Aralık 2023 İnanç Zehranur Yiğit

Hatırlamak

Şuursuzca etrafıma bakınıyormuşum meğer. Gördüklerim ve zihnimden geçenlerin alâkasızlığı buna bir delil. Peki beni kendimden kopuşumu hissettirmeyecek kadar sarsan ne? Nedir gözlerimin hemen önündeki dünyayı ortadan kaldıran? Zihnimdeki hareketlenme, nabzıma da hâkim olmuş, beraberce ritim tutuyor, aklıma hâkim olmak istesem de beni zorluyor. Gözlerimi kapatıyorum, düşüncelerim gözlerimin önünde şekilleniyor. Sonunda anlıyorum ki bu önümdeki şeyler bana oldukça tanıdık. Evet, bunlar hafızamın derinliklerinde bana yoldaş olan hatıralar.

Bir hazine gibi kalbimizin derinliklerinde sakladığımız hatıralar… Bazısını tekrar tekrar hatırlayıp tebessüm ederken bazısını yaşlı gözlerle silmek istesek de silemediğimiz hatıralar. Peki, bizim için en iyisi hatırlamak mıdır yoksa tamamen unutup bir daha hatırlamamak mı? Durup düşününce Rabbime minnettarlığım kat kat artıyor.
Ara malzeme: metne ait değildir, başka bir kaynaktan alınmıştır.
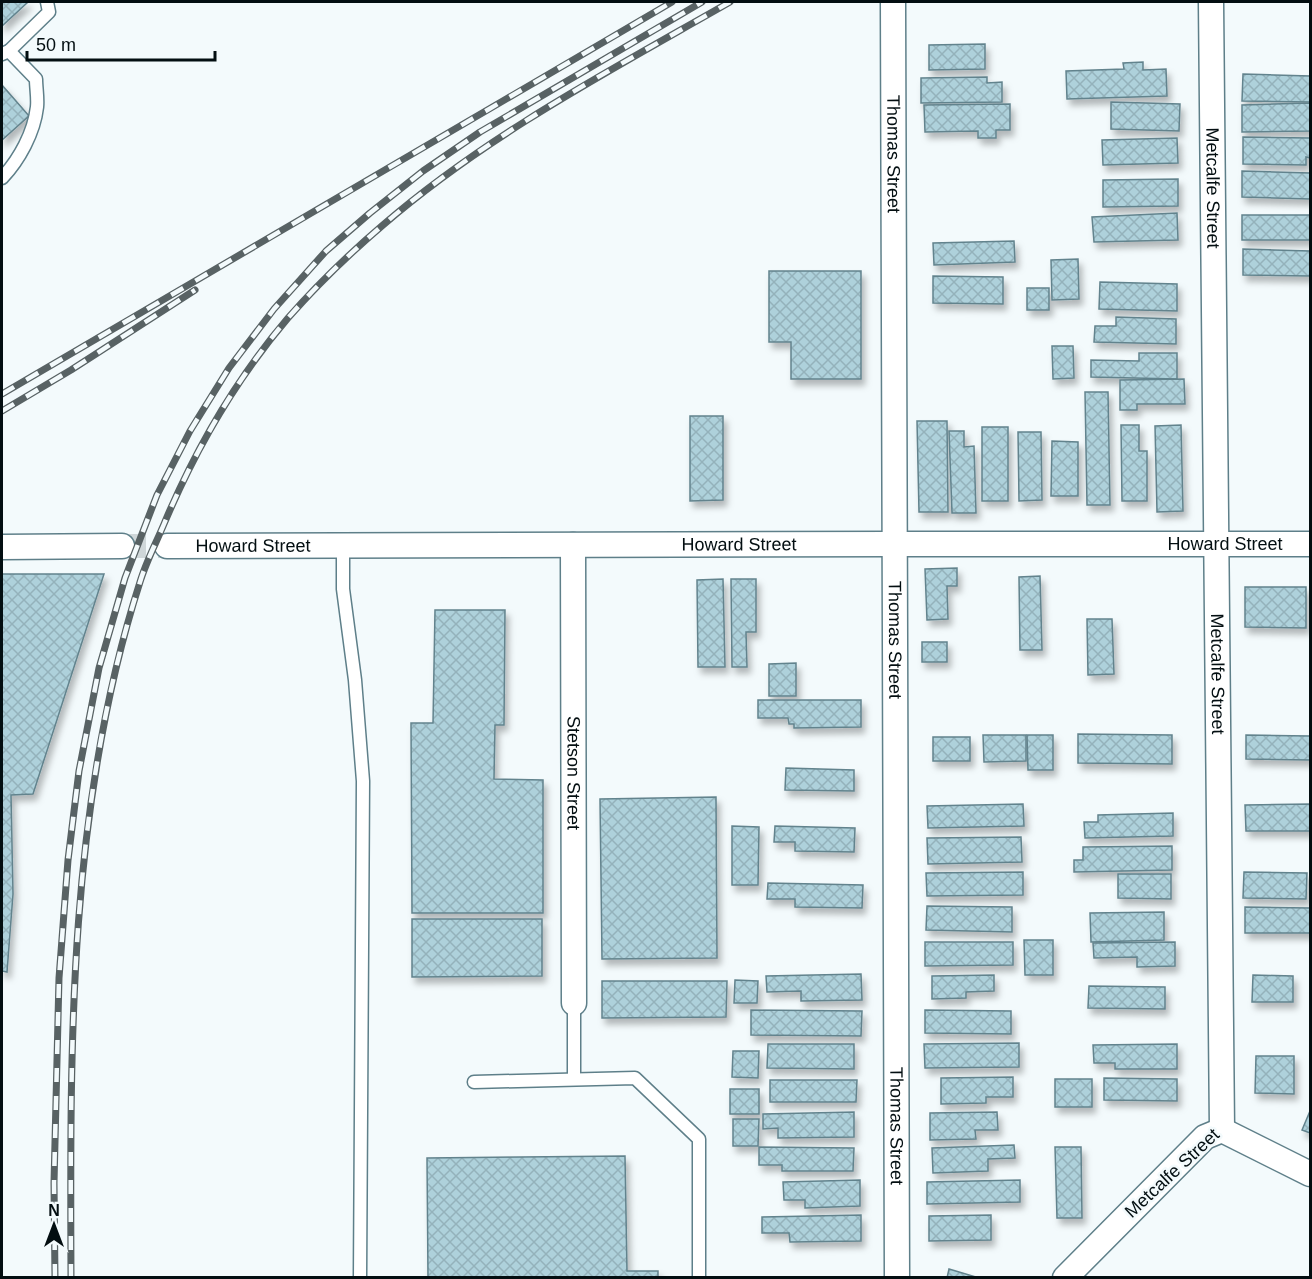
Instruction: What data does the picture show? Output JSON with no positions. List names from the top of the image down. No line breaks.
{"streets":{"street":["Thomas Street","Metcalfe Street","Howard Street","Stetson Street"]},"crossings":[["Thomas Street","Howard Street"],["Metcalfe Street","Howard Street"],["Howard Street","Stetson Street"]],"scale_bar":"50 m","north":"top"}
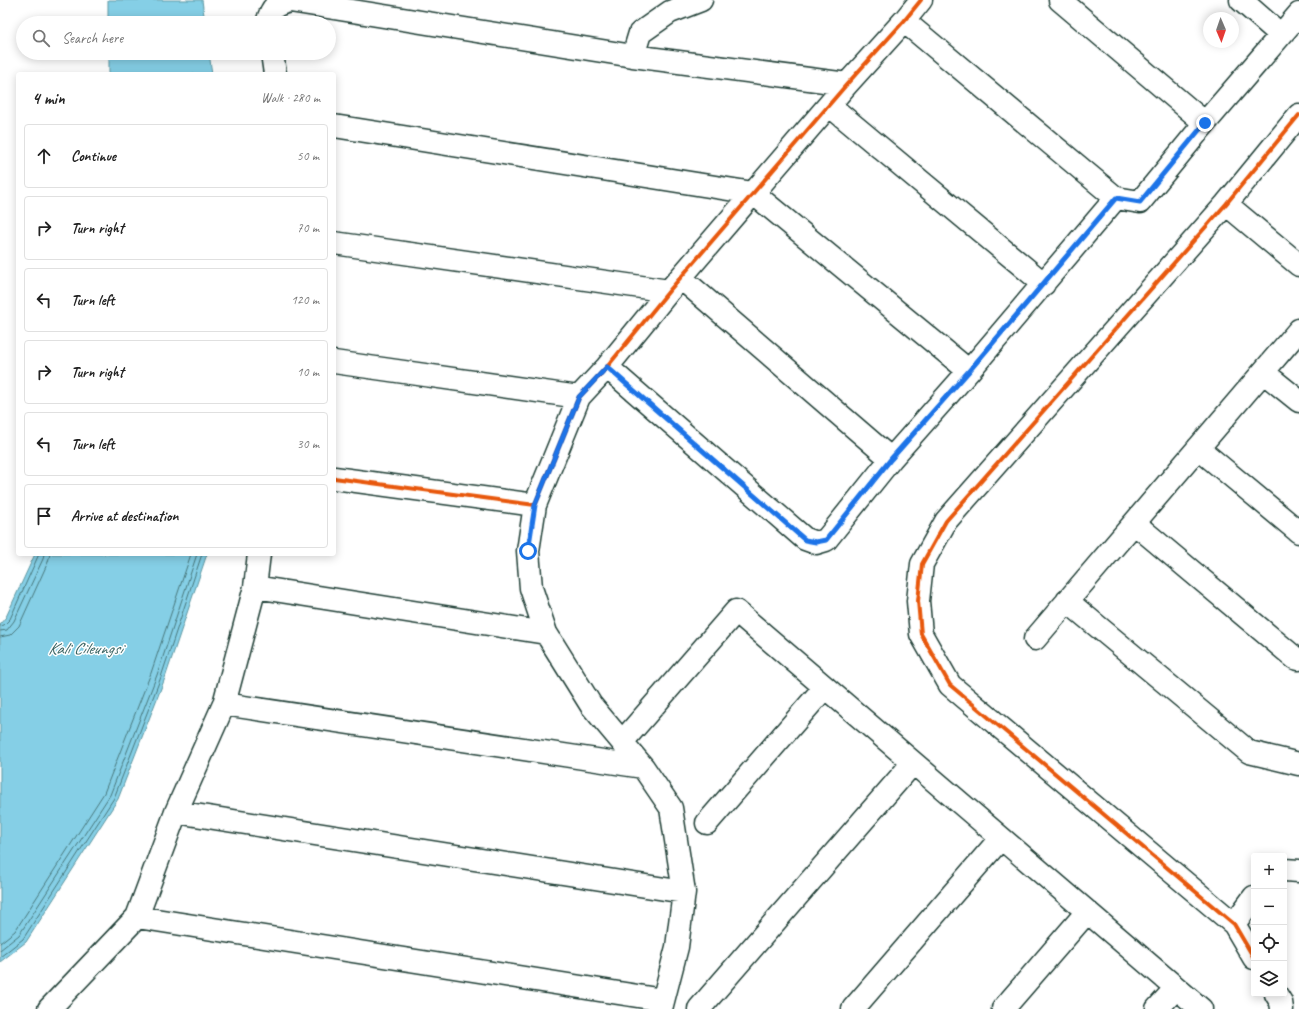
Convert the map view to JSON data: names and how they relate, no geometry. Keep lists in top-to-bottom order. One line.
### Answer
{"water":["Kali Cileungsi"],"north":"bottom","page":{"search":"Search here","heading":["4 min","Walk · 280 m"],"list":[["Continue","50 m"],["Turn right","70 m"],["Turn left","120 m"],["Turn right","10 m"],["Turn left","30 m"],"Arrive at destination"],"map_buttons":["+","−"]}}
Çünkü O, rahmetiyle mutluluğumuzu hatırlatarak bizi sevindirirken aynı zamanda çektiğimiz acıları derinlere iterek bizi hafifliğe erdiriyor.

Ama bazen yaşadığımız acılar kalbimize işleyiveriyor. Öyle ki bu yara gün geçmesine rağmen kabuk bağlayamadan hep akıp sızıyor. Bir zamanlar Mevlânâ ve Şems de İlahî aşkta karşılaşan iki Allah dostuydu. Bu kader onlara kutsî bir armağan idi. Değil miydi ki birbirlerini yansıtan iki ayna misali dost, değil miydi ki onlar bu yolda birbirine yoldaş idiler. Fakat ipeğin kozadan sağlam çıkabilmesi için ipek böceğinin kendinden geçmesi gerekliydi.
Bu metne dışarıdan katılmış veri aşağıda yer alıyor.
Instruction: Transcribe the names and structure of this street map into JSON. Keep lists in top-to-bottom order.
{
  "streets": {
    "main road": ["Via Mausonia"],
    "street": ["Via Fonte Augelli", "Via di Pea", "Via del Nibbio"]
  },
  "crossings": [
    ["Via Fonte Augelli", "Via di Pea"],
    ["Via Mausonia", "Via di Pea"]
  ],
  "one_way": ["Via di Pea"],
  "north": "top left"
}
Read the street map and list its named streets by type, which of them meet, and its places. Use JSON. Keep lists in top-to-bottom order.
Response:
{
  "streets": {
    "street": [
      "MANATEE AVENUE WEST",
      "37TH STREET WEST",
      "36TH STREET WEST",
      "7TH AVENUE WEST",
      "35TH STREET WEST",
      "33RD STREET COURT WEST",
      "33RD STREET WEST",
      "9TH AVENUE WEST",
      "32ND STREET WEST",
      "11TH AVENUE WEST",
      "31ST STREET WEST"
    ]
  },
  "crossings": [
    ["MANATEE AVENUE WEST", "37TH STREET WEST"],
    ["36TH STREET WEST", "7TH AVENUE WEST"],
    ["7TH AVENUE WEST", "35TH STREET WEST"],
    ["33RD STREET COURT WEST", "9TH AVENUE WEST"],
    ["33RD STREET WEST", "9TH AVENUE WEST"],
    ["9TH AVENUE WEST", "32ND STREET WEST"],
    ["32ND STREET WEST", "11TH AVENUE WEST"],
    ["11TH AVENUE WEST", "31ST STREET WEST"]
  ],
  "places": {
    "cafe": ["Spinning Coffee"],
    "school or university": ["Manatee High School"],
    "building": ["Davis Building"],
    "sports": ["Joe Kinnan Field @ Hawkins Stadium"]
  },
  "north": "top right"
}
Mevlânâ, Şems’in gidişinden sonra onunla olan hatıralarından güç alarak şiirler yazmaya devam etti. Artık o, suskunluğun tercümanlığını yapacak hâle gelmişti. Şiirleri dört bir yana, dilden dile, yayıldıkça yayıldı.

Şimdi dönüp sorduğum soruya bakıyorum. Yaşadığımız onca mutluluk ve kederlerle dolu günleri hatırlamak insana iyi gelir mi? Artık farklı düşünüyorum sanki. Yaradan bana bu kabiliyeti verdiyse mutlaka onda bir güzellik, bir hikmet mevcuttur. Hatıralarımdaki acı günlerde dahi bana bir ders vardır.